*** Begin section ***

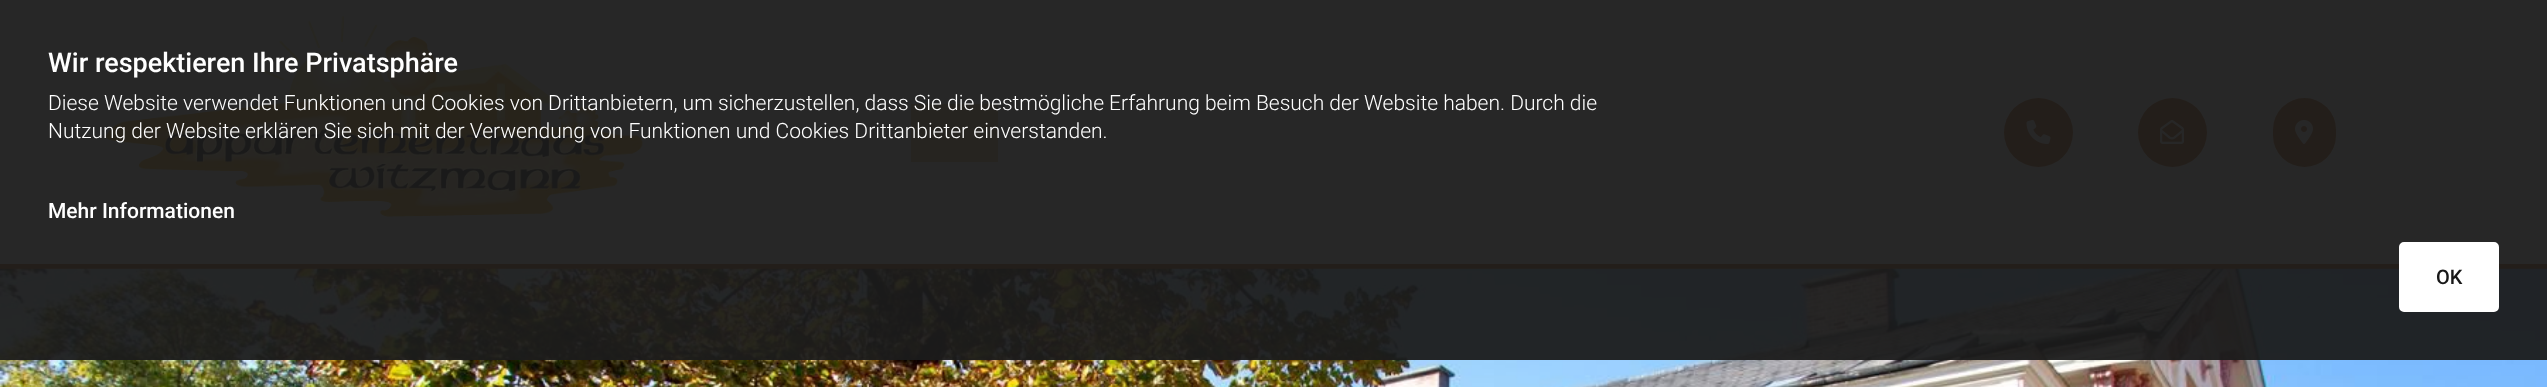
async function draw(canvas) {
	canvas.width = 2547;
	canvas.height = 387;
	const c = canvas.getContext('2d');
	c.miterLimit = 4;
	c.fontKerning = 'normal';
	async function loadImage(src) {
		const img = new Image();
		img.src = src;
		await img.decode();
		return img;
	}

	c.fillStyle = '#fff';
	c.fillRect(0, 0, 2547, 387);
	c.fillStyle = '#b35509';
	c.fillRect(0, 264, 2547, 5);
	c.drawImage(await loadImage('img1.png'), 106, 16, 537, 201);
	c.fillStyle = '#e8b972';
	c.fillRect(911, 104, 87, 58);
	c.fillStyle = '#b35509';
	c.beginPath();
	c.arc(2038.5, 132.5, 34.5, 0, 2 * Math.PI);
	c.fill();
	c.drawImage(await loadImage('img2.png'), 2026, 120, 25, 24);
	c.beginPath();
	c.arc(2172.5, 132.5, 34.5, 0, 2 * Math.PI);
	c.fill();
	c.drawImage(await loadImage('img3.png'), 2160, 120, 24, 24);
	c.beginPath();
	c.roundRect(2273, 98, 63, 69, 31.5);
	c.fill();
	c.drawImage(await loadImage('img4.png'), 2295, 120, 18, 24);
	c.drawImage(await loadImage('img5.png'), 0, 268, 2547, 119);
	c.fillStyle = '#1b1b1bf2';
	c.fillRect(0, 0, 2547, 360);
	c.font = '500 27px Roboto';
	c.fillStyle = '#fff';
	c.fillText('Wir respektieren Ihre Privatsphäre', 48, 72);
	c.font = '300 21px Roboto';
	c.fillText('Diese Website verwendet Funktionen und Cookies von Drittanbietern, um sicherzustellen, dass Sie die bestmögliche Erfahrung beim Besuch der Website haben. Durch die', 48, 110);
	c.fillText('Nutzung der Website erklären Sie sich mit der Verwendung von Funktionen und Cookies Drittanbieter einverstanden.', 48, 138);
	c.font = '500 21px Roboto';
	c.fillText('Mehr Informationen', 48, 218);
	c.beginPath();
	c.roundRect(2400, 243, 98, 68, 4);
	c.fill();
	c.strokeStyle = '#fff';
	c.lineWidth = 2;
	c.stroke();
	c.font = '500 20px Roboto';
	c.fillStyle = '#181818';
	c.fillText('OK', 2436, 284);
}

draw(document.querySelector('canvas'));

*** End section ***
*** Begin section ***

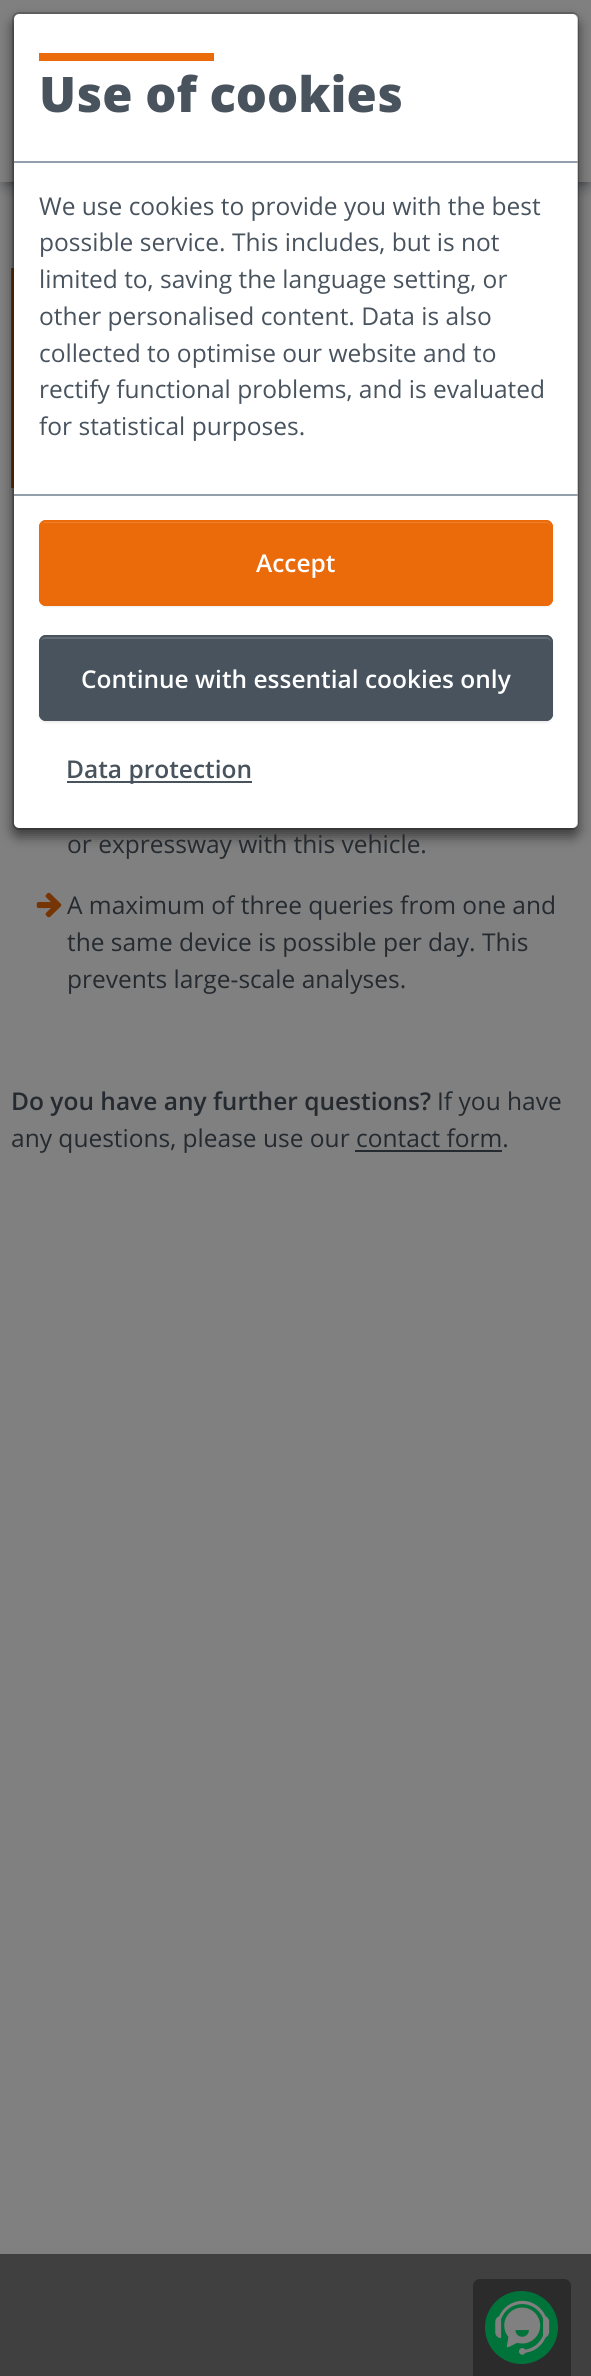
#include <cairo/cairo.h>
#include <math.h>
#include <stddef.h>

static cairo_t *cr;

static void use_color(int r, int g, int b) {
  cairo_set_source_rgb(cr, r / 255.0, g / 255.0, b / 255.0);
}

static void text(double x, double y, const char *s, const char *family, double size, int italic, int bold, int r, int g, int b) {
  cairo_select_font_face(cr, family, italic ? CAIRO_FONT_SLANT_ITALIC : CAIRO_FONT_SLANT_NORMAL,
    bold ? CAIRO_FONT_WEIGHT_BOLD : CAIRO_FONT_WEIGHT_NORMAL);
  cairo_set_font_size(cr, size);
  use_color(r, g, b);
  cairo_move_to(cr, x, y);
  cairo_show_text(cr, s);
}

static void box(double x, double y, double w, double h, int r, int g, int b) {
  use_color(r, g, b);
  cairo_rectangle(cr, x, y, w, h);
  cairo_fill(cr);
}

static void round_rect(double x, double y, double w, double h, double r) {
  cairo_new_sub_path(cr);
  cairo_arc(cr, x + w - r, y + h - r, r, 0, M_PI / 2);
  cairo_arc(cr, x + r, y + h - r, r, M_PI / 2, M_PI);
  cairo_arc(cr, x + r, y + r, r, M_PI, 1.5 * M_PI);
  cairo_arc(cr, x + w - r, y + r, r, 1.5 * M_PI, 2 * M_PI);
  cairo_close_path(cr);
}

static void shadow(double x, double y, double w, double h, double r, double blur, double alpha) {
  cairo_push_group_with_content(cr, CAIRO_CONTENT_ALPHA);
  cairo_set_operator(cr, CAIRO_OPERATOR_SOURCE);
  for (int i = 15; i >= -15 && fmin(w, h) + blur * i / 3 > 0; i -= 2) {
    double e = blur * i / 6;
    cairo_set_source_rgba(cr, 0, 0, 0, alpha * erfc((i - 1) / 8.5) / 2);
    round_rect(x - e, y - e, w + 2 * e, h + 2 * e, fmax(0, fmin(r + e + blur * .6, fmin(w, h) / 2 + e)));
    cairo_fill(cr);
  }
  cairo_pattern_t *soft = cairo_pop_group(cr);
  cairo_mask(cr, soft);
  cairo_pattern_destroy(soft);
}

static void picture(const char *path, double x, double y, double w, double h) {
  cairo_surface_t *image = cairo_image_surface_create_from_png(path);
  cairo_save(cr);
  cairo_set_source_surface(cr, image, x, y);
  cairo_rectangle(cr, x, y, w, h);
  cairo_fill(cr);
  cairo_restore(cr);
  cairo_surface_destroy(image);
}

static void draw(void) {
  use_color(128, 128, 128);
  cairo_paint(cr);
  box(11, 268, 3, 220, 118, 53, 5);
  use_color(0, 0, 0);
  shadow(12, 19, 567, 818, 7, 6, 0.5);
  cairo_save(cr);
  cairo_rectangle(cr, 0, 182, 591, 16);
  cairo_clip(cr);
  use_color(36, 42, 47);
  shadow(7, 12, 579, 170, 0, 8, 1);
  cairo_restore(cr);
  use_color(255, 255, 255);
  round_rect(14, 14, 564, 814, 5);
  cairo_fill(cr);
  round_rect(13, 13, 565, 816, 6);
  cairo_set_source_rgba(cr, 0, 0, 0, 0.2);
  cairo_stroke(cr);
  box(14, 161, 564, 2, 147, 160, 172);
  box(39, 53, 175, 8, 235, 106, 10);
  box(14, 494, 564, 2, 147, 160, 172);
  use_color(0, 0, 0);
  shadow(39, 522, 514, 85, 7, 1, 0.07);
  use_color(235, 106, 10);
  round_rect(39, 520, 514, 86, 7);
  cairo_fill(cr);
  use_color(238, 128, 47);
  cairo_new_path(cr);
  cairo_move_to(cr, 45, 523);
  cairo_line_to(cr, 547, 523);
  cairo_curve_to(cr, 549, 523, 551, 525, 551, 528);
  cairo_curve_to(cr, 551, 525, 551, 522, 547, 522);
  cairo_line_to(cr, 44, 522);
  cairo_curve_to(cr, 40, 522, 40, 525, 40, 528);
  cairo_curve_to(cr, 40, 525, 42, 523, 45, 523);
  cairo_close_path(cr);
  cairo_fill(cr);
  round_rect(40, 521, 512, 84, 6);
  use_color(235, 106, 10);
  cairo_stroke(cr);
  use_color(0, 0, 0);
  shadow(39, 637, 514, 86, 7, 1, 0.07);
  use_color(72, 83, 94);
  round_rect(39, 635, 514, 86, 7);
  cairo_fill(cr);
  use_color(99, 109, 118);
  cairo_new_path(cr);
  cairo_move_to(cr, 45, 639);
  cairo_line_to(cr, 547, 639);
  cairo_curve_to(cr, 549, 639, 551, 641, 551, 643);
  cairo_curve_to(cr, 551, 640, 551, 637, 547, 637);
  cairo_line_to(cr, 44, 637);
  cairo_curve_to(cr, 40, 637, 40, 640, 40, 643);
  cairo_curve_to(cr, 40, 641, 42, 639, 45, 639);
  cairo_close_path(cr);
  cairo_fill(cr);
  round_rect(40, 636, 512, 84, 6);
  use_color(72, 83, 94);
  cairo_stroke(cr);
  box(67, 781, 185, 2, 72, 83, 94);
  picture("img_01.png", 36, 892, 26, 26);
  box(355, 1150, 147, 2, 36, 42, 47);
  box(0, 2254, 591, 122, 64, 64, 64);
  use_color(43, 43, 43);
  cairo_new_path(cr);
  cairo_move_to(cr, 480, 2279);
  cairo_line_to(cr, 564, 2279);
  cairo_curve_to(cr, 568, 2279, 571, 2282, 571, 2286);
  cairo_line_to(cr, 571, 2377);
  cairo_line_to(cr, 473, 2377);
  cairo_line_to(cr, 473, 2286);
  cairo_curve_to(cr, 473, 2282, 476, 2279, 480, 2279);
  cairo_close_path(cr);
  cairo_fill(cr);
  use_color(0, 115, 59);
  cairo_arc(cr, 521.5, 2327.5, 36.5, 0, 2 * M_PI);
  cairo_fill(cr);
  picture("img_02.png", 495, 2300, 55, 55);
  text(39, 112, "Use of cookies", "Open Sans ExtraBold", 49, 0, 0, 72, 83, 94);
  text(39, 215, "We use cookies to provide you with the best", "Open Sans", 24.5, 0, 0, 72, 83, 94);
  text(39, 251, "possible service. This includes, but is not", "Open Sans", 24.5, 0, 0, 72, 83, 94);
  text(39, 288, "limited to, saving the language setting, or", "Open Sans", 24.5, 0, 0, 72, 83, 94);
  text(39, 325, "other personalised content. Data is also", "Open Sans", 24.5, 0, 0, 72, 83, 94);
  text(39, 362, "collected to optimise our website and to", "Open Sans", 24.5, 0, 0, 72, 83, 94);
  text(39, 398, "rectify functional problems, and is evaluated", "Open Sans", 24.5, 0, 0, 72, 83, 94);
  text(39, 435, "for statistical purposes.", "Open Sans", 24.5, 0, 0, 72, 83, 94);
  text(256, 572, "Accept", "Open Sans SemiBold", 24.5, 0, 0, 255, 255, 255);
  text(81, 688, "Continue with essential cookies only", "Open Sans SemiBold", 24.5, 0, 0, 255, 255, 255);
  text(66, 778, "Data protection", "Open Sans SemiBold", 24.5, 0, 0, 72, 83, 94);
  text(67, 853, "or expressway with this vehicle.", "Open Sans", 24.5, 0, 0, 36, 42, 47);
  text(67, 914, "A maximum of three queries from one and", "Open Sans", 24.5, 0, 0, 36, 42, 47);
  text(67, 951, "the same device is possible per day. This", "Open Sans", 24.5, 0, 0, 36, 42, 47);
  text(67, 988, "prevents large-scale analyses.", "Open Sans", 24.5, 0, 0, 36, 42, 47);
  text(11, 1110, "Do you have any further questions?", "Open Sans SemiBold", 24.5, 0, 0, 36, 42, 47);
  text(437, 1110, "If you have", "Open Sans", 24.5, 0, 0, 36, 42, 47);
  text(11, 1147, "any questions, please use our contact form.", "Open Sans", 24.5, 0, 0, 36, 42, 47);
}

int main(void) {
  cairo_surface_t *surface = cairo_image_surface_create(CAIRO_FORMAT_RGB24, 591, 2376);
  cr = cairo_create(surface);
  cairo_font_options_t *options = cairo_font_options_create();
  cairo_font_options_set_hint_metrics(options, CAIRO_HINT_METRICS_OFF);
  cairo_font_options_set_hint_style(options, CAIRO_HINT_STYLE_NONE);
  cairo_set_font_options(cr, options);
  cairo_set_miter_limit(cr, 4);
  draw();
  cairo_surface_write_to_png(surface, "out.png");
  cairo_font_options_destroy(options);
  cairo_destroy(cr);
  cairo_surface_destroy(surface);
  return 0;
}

*** End section ***
*** Begin section ***

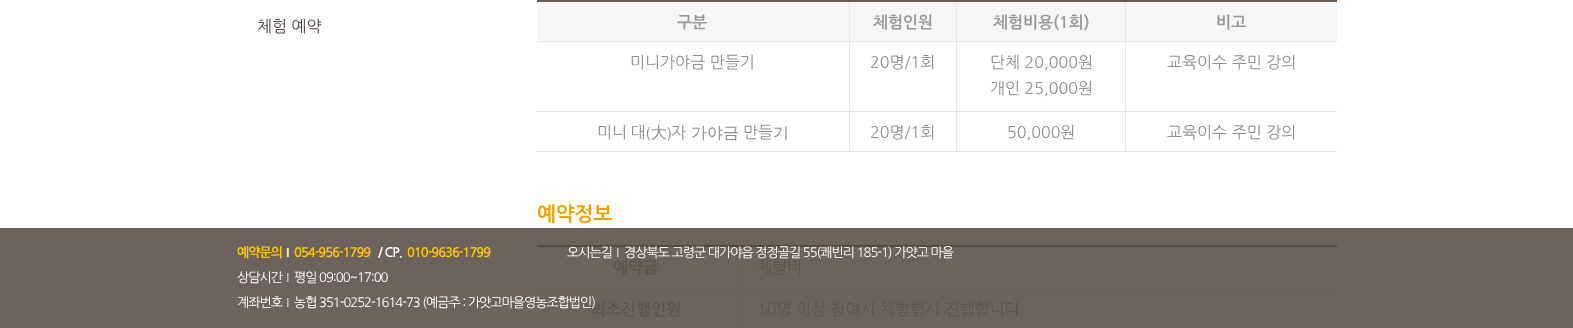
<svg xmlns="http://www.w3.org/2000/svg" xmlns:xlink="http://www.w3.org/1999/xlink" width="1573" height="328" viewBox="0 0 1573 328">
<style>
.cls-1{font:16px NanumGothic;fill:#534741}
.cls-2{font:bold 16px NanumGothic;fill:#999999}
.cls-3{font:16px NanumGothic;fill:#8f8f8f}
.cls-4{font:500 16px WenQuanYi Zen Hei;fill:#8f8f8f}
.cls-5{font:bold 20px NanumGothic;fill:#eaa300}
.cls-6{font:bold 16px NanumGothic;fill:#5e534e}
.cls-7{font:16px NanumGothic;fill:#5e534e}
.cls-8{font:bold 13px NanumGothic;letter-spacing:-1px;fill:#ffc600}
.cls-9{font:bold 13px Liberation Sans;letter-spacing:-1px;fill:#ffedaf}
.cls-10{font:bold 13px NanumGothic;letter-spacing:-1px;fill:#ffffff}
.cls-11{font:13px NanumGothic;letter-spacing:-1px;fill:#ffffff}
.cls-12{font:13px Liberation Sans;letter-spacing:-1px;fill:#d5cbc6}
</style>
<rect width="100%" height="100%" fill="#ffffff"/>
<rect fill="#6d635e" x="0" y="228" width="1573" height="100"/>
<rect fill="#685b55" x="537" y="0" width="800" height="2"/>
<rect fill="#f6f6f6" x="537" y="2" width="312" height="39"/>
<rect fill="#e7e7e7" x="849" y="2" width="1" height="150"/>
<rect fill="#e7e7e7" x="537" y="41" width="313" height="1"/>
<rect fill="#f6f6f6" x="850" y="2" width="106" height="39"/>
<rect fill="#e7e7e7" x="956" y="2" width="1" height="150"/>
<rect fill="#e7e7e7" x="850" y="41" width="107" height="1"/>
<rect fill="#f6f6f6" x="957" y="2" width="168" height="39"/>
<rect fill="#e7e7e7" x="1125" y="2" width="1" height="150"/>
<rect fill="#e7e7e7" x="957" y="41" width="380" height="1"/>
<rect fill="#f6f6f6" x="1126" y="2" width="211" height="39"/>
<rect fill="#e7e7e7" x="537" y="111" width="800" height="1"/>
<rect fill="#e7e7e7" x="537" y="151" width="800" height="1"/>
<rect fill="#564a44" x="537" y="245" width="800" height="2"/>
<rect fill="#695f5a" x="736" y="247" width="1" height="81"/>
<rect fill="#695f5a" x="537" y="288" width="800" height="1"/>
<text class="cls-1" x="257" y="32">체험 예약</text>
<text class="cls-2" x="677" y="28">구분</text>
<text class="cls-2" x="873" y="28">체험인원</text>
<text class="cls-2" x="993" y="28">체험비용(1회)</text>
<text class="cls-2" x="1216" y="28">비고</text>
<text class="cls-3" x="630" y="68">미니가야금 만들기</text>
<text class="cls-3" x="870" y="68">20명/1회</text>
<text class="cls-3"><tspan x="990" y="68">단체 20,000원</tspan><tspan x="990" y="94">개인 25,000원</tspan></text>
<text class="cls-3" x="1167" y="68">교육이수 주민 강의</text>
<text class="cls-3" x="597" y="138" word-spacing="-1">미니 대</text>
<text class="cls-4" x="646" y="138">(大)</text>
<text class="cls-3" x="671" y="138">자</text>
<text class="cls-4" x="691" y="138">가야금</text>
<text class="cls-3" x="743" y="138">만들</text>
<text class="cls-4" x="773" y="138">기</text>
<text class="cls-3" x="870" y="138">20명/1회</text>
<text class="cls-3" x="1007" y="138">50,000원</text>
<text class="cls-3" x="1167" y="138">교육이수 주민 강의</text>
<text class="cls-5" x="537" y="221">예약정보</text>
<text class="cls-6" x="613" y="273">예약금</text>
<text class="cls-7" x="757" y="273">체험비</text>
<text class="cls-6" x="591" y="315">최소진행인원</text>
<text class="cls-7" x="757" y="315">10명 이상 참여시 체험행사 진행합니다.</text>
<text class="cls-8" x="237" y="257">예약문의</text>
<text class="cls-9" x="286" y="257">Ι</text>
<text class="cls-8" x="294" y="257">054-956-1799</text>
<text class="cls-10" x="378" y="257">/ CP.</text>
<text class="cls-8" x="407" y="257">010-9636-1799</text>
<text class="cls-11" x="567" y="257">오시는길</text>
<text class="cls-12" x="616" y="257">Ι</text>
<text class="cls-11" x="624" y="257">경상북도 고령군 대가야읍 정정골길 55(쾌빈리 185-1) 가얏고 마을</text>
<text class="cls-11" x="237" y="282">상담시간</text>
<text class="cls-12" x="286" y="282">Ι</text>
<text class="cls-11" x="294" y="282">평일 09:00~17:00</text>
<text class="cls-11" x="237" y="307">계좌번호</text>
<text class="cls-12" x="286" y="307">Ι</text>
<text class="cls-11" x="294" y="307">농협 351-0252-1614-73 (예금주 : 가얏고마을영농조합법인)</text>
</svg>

*** End section ***

## What is required
Everything above from the line containing "cairo_mask(cr, soft);" down to the line containing "static void draw(void)" is to be transcribed exactly, with both of those lines included and nothing else added.

## Exercise result
  cairo_mask(cr, soft);
  cairo_pattern_destroy(soft);
}

static void picture(const char *path, double x, double y, double w, double h) {
  cairo_surface_t *image = cairo_image_surface_create_from_png(path);
  cairo_save(cr);
  cairo_set_source_surface(cr, image, x, y);
  cairo_rectangle(cr, x, y, w, h);
  cairo_fill(cr);
  cairo_restore(cr);
  cairo_surface_destroy(image);
}

static void draw(void) {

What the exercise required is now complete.